→ ACTIVITY
All of the entries below should be returned verbatim, apart from the pictures.

______

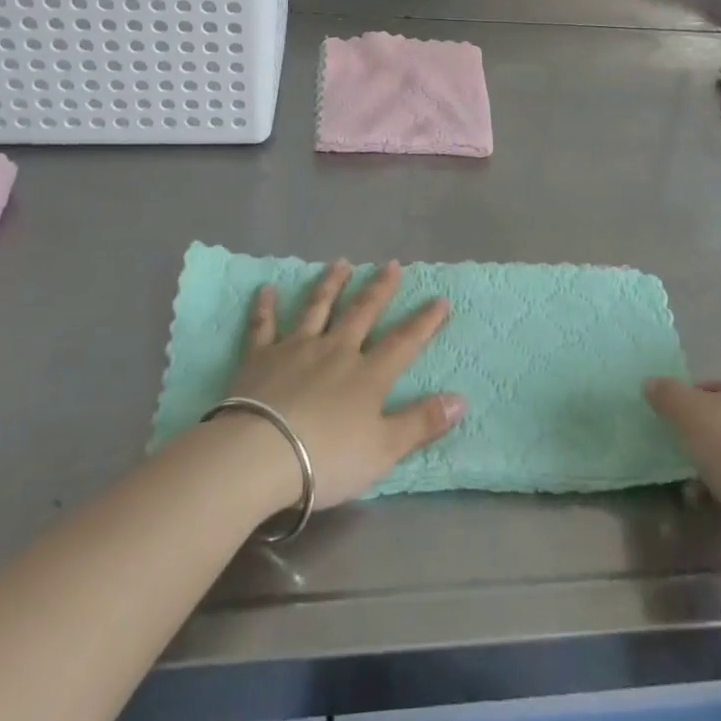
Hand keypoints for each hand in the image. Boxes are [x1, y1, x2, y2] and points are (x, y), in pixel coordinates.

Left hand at [220, 260, 464, 507]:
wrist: (259, 455)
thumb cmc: (326, 457)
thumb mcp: (383, 449)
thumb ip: (421, 422)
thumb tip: (461, 399)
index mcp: (367, 374)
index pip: (404, 342)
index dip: (424, 321)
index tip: (440, 299)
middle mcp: (335, 350)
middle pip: (362, 313)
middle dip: (379, 288)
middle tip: (391, 264)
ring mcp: (296, 349)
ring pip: (317, 308)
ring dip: (331, 284)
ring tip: (341, 262)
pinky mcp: (259, 358)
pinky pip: (263, 326)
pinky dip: (265, 306)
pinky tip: (266, 289)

______

→ RESULT FOR THIS EXERCISE
Hand keypoints for each hand in the image. Boxes are [x1, y1, x2, y2] and points are (x, y), in pixel coordinates.

Left hand at [220, 260, 464, 507]:
wrist: (259, 455)
thumb cmc: (326, 457)
thumb mcp: (383, 449)
thumb ip: (421, 422)
thumb tip: (461, 399)
index mcp: (367, 374)
index pip: (404, 342)
index dip: (424, 321)
index tip: (440, 299)
middle mcp: (335, 350)
middle pip: (362, 313)
middle dip: (379, 288)
middle tip: (391, 264)
ring mcp: (296, 349)
ring pip: (317, 308)
ring dip: (331, 284)
ring tip: (341, 262)
pinky mcp: (259, 358)
pinky pip: (263, 326)
pinky dip: (265, 306)
pinky tip: (266, 289)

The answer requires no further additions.